*About this task:*
From the records below, please repeat exactly the line that has "background:#1a73e8; border-color:#fff; box-shadow:0", the line that has "display:grid; justify-items:center; gap:5px", and every line between them, and nothing else.

*Records to use:*
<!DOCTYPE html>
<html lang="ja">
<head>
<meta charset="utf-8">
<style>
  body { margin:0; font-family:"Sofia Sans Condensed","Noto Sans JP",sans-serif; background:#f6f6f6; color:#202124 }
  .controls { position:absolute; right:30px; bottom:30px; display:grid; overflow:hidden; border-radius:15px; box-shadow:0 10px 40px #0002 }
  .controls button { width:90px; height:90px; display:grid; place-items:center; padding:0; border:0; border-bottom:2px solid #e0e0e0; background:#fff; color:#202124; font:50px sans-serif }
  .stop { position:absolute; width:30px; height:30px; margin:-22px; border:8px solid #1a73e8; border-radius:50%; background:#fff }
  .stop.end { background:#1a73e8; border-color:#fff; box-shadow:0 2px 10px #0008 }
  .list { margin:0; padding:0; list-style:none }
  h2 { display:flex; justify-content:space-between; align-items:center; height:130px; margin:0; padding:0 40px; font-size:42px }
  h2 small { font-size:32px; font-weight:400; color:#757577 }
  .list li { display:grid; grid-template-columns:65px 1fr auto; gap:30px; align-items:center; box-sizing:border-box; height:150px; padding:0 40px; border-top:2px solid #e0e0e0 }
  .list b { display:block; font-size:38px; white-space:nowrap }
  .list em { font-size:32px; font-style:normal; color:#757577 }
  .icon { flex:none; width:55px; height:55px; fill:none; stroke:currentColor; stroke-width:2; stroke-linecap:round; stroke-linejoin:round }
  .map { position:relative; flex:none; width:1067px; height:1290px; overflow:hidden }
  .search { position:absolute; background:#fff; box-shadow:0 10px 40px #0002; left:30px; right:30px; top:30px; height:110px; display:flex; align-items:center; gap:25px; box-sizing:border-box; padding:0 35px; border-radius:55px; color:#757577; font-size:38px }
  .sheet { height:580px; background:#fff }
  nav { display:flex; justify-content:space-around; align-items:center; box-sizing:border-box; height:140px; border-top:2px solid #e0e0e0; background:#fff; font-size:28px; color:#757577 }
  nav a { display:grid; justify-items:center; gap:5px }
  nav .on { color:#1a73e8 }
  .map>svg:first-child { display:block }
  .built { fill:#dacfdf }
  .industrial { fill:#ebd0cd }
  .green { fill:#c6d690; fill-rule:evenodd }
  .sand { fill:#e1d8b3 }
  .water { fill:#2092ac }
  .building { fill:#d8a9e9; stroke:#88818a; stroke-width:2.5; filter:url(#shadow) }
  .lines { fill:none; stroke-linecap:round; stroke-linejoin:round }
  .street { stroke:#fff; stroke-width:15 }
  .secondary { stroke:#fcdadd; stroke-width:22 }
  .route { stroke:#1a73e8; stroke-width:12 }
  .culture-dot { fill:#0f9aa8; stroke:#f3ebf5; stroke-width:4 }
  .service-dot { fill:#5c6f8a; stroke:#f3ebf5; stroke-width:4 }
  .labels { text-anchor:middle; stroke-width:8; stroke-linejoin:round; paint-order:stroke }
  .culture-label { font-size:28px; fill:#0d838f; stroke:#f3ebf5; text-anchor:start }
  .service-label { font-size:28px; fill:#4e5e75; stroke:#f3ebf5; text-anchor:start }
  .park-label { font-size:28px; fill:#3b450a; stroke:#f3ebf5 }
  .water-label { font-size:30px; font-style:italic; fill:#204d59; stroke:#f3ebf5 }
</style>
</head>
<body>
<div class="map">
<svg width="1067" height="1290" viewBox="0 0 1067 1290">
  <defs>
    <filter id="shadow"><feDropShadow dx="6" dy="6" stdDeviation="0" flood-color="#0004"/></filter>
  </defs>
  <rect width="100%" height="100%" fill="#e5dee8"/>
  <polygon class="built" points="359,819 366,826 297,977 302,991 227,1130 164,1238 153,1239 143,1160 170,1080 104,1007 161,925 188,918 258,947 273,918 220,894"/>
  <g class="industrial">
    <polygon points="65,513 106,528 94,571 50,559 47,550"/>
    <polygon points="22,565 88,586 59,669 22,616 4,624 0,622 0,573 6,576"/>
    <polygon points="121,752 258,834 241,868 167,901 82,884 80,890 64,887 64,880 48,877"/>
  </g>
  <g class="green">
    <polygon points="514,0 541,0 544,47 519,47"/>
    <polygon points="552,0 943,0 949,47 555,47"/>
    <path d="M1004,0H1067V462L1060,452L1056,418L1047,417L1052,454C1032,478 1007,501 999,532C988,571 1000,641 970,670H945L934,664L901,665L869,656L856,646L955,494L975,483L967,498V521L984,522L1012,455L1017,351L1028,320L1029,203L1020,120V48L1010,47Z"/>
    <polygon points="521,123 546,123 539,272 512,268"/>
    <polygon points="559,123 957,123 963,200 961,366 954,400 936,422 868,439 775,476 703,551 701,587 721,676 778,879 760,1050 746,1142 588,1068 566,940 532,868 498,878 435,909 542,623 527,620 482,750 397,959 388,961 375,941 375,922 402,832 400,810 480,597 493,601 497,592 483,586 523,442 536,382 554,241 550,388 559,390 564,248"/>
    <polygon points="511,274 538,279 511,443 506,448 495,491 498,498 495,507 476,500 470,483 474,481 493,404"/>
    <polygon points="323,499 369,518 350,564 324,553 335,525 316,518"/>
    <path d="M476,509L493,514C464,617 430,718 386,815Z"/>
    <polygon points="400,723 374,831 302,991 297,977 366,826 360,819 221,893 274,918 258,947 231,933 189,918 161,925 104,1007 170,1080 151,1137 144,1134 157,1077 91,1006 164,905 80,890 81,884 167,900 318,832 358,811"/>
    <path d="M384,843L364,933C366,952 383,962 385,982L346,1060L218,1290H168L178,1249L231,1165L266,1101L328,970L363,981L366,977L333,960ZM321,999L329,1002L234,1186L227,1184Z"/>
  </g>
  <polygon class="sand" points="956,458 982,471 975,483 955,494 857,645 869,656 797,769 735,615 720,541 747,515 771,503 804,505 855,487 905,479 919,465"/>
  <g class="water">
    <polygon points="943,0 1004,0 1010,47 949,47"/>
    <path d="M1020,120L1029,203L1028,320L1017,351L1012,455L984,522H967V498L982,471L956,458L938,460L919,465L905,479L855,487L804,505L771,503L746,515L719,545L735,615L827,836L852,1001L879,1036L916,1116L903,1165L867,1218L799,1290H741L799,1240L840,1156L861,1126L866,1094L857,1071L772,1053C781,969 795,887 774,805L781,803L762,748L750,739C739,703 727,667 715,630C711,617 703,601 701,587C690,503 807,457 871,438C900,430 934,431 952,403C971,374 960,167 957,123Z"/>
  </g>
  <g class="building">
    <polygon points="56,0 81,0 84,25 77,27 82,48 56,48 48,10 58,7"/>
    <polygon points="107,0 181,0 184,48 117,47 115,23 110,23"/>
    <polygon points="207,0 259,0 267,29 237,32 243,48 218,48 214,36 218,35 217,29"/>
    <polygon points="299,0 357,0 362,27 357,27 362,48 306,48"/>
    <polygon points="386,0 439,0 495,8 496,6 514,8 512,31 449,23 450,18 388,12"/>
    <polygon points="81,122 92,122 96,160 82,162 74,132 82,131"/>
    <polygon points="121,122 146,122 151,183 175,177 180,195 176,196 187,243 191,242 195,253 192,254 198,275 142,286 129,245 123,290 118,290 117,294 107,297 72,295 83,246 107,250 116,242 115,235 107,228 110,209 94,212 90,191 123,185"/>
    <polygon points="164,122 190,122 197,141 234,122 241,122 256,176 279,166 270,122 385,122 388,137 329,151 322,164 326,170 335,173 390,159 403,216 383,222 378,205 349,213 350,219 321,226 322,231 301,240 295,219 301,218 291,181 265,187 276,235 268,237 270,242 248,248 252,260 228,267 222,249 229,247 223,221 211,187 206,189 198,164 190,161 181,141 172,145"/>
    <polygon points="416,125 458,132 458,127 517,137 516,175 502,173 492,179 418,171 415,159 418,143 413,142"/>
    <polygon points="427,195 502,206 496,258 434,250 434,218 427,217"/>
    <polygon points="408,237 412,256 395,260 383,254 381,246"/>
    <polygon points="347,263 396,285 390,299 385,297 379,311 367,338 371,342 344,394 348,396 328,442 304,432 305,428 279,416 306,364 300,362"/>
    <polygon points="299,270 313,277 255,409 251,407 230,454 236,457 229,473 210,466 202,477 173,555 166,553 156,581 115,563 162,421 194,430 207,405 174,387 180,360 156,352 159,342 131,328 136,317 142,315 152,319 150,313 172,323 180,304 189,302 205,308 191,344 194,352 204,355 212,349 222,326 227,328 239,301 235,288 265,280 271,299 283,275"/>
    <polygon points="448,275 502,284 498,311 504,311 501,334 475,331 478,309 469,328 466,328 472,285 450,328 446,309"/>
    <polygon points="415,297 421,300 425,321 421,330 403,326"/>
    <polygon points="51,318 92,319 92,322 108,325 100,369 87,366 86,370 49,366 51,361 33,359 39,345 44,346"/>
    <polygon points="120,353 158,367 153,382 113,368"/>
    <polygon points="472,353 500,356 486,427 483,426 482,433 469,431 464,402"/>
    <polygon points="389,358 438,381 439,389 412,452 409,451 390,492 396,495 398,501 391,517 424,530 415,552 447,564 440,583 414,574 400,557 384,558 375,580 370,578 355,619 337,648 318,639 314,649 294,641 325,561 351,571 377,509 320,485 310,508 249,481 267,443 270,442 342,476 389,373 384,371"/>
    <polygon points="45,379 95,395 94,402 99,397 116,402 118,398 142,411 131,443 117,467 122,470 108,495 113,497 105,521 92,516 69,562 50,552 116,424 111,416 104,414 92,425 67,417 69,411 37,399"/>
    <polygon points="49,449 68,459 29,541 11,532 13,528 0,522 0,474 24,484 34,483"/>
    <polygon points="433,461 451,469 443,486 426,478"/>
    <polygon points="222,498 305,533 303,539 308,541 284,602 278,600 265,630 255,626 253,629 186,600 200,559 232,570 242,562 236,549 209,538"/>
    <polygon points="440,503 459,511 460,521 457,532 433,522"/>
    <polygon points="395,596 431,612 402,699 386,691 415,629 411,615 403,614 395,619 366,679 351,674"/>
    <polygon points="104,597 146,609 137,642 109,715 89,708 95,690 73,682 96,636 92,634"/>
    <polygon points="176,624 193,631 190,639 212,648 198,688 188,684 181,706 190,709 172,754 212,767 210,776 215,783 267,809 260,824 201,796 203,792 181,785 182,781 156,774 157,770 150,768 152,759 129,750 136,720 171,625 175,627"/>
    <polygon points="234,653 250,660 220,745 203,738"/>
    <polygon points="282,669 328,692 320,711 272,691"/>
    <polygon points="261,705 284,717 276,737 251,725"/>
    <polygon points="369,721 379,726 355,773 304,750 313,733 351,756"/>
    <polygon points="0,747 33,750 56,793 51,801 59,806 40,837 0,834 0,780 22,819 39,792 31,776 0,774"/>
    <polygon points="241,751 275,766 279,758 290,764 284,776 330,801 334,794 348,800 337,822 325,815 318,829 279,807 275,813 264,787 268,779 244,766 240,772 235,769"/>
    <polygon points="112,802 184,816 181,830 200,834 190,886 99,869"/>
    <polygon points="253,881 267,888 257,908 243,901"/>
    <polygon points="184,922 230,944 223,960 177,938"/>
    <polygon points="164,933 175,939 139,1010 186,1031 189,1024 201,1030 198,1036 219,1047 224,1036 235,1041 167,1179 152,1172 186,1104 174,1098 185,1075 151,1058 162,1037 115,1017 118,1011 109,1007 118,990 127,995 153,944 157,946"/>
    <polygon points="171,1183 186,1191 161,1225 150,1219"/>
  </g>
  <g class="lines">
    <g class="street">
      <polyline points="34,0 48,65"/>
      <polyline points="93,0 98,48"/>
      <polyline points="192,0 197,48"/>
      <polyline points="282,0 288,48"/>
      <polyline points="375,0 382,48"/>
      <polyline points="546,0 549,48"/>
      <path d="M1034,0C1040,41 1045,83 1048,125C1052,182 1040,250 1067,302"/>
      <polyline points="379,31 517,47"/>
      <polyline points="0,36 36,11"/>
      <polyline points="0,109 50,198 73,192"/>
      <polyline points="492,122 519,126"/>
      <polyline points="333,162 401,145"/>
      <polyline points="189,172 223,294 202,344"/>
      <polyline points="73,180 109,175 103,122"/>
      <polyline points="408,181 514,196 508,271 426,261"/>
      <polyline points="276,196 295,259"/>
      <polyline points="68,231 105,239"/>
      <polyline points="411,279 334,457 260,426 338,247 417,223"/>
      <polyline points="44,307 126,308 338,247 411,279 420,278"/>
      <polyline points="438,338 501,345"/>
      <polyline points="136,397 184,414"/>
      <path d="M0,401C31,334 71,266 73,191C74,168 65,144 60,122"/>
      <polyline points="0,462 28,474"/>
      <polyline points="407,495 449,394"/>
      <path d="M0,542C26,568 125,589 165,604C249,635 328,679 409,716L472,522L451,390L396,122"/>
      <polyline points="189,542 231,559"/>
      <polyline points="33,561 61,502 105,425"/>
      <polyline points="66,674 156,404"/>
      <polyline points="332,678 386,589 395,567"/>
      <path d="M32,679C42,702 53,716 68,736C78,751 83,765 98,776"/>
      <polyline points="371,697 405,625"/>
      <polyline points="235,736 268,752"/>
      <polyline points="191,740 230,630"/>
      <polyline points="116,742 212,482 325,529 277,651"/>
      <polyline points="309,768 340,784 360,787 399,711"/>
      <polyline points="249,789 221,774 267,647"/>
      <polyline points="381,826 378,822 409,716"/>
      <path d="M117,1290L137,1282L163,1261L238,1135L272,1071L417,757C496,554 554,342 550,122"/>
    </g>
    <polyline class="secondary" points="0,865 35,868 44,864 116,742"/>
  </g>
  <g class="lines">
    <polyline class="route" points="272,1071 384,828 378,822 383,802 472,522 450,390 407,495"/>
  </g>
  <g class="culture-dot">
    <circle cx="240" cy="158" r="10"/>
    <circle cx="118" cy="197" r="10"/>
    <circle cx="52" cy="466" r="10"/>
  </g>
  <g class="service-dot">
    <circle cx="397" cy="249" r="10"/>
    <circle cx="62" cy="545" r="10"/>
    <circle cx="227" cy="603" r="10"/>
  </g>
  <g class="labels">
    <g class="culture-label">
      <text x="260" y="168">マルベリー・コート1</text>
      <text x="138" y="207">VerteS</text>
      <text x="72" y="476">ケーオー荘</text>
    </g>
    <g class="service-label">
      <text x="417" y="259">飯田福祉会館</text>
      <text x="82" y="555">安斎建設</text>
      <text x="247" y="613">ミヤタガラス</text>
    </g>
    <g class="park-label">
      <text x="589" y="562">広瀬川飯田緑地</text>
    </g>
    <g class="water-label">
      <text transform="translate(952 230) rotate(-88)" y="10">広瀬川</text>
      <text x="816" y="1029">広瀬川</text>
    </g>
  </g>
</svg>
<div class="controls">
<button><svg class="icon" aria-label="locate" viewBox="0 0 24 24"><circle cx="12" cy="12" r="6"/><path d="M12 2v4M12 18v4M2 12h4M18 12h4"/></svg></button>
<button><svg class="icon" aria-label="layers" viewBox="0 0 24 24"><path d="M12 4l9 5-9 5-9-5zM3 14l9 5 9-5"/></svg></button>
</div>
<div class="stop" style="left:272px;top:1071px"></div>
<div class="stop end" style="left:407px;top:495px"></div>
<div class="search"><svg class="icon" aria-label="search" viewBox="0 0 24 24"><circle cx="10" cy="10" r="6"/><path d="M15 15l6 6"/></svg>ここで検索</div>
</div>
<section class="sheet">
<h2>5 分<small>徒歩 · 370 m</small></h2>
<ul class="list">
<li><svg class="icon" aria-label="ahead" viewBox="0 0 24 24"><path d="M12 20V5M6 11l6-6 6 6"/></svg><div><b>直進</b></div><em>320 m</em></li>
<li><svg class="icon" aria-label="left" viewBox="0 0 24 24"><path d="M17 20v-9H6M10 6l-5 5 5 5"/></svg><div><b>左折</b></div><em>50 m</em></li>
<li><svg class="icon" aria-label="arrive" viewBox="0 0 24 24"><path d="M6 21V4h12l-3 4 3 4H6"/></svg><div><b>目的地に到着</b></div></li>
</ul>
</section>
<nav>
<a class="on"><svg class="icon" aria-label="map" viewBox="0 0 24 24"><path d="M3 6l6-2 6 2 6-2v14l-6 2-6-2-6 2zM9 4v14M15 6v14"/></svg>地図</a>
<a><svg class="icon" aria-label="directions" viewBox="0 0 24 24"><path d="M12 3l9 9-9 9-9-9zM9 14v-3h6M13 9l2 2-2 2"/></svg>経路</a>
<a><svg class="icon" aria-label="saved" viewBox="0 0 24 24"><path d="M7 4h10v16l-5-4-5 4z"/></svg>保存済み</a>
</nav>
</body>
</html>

*Reply:*
  .stop.end { background:#1a73e8; border-color:#fff; box-shadow:0 2px 10px #0008 }
  .list { margin:0; padding:0; list-style:none }
  h2 { display:flex; justify-content:space-between; align-items:center; height:130px; margin:0; padding:0 40px; font-size:42px }
  h2 small { font-size:32px; font-weight:400; color:#757577 }
  .list li { display:grid; grid-template-columns:65px 1fr auto; gap:30px; align-items:center; box-sizing:border-box; height:150px; padding:0 40px; border-top:2px solid #e0e0e0 }
  .list b { display:block; font-size:38px; white-space:nowrap }
  .list em { font-size:32px; font-style:normal; color:#757577 }
  .icon { flex:none; width:55px; height:55px; fill:none; stroke:currentColor; stroke-width:2; stroke-linecap:round; stroke-linejoin:round }
  .map { position:relative; flex:none; width:1067px; height:1290px; overflow:hidden }
  .search { position:absolute; background:#fff; box-shadow:0 10px 40px #0002; left:30px; right:30px; top:30px; height:110px; display:flex; align-items:center; gap:25px; box-sizing:border-box; padding:0 35px; border-radius:55px; color:#757577; font-size:38px }
  .sheet { height:580px; background:#fff }
  nav { display:flex; justify-content:space-around; align-items:center; box-sizing:border-box; height:140px; border-top:2px solid #e0e0e0; background:#fff; font-size:28px; color:#757577 }
  nav a { display:grid; justify-items:center; gap:5px }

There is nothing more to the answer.